AssignMatch: Intelligent Matching of Student Submissions
Aman Kumar Verma, Kumail Mujtaba, Asim Kaif, Syed Tabish Sajjad
Recent advances in digital learning environments and AI-assisted content generation have significantly changed how academic assignments are created and evaluated. Conventional manual grading approaches are increasingly difficult to scale, often requiring substantial instructor effort while remaining vulnerable to inconsistency and undetected semantic copying. This paper introduces AssignMatch, an intelligent assignment evaluation framework designed to automate assessment through the integration of Optical Character Recognition (OCR), Natural Language Processing (NLP), large language models (LLMs), and semantic similarity analysis.
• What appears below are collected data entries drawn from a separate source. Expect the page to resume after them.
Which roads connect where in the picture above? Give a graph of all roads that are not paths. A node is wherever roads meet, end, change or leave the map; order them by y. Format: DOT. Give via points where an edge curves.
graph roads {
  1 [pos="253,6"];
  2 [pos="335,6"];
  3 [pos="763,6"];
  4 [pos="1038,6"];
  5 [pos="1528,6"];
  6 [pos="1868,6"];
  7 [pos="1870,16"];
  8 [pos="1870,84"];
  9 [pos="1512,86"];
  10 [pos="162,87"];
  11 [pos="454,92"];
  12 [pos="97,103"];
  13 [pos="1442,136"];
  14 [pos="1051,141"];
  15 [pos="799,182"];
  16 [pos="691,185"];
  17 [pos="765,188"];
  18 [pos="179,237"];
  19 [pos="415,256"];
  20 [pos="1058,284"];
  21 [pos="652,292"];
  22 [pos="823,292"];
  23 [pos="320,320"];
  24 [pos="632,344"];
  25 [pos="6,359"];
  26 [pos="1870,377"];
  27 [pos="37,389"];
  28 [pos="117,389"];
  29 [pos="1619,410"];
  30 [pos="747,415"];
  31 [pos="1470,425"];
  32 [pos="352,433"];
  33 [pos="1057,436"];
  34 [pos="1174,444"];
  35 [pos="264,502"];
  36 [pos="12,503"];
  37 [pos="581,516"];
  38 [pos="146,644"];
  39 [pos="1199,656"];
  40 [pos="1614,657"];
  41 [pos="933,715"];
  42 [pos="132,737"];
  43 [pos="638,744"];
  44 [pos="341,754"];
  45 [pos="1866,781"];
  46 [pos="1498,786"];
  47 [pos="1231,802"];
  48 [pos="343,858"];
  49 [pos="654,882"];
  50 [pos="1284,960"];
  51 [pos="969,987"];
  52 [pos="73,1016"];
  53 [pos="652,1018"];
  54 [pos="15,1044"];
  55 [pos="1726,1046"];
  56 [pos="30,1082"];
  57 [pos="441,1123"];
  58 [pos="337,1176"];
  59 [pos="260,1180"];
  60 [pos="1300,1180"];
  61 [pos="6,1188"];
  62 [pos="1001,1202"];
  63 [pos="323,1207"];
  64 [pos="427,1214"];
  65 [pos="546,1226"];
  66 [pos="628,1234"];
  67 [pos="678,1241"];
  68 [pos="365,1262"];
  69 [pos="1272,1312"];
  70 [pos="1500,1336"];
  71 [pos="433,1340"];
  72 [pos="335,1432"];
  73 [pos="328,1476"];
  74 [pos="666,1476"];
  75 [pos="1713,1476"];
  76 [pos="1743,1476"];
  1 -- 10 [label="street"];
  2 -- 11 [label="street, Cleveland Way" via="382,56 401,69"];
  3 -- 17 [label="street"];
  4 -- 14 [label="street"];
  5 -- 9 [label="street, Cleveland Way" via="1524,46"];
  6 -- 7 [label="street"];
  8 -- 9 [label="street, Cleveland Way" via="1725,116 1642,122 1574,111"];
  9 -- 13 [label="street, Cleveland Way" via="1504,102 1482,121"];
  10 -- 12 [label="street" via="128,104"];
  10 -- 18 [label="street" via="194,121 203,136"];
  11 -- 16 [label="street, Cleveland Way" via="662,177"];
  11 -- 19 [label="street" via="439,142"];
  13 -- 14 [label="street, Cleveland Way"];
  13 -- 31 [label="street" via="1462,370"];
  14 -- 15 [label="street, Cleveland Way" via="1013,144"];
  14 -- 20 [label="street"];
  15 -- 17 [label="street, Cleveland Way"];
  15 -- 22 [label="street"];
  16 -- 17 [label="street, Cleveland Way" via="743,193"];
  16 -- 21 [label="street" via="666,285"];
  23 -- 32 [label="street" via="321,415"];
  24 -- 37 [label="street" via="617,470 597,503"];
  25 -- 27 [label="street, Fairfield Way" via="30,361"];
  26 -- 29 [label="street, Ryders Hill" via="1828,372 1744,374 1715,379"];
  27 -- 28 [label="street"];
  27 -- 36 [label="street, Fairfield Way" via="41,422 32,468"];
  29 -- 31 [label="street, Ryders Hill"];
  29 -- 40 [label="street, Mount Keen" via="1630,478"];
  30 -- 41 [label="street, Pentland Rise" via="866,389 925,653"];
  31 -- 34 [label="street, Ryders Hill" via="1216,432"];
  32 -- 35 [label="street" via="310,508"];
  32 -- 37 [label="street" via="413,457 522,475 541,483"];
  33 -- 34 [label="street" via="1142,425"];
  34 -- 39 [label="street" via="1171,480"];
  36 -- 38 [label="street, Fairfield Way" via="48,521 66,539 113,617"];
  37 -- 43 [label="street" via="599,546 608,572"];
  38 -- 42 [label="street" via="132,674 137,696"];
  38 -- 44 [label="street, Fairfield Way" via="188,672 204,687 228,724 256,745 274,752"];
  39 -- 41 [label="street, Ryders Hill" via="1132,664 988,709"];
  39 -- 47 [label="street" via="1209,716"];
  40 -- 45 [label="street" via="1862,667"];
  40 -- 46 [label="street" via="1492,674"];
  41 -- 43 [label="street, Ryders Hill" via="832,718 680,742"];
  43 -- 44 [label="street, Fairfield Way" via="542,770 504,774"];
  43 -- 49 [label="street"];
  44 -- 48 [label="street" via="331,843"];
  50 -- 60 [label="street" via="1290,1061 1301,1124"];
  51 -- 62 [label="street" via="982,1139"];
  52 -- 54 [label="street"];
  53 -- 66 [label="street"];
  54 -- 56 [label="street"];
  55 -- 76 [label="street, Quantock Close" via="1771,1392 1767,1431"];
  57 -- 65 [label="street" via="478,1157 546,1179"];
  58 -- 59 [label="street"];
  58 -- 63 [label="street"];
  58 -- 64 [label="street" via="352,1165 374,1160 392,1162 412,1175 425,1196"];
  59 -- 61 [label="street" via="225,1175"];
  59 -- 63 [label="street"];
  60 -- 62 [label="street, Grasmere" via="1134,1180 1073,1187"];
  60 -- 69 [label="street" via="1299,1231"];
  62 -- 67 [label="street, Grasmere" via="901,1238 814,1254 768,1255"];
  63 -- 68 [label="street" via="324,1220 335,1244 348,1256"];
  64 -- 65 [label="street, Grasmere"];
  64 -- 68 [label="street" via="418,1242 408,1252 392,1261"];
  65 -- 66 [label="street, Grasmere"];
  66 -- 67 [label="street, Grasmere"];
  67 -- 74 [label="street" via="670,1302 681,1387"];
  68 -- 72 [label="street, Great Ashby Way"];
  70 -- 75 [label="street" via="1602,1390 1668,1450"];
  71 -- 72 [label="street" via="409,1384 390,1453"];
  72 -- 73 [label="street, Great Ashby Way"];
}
The system accepts submissions in multiple formats, including scanned documents and images, extracts textual content using OCR, and performs structured preprocessing before evaluating responses against reference solutions using meaning-aware comparison techniques. Beyond automated scoring, AssignMatch incorporates embedding-based plagiarism detection and cross-document similarity analysis to identify paraphrased or highly similar submissions. Experimental observations indicate that the proposed system substantially reduces grading time while maintaining strong agreement with instructor evaluation. The framework provides a scalable and adaptable solution for institutions seeking efficient, transparent, and AI-supported academic assessment.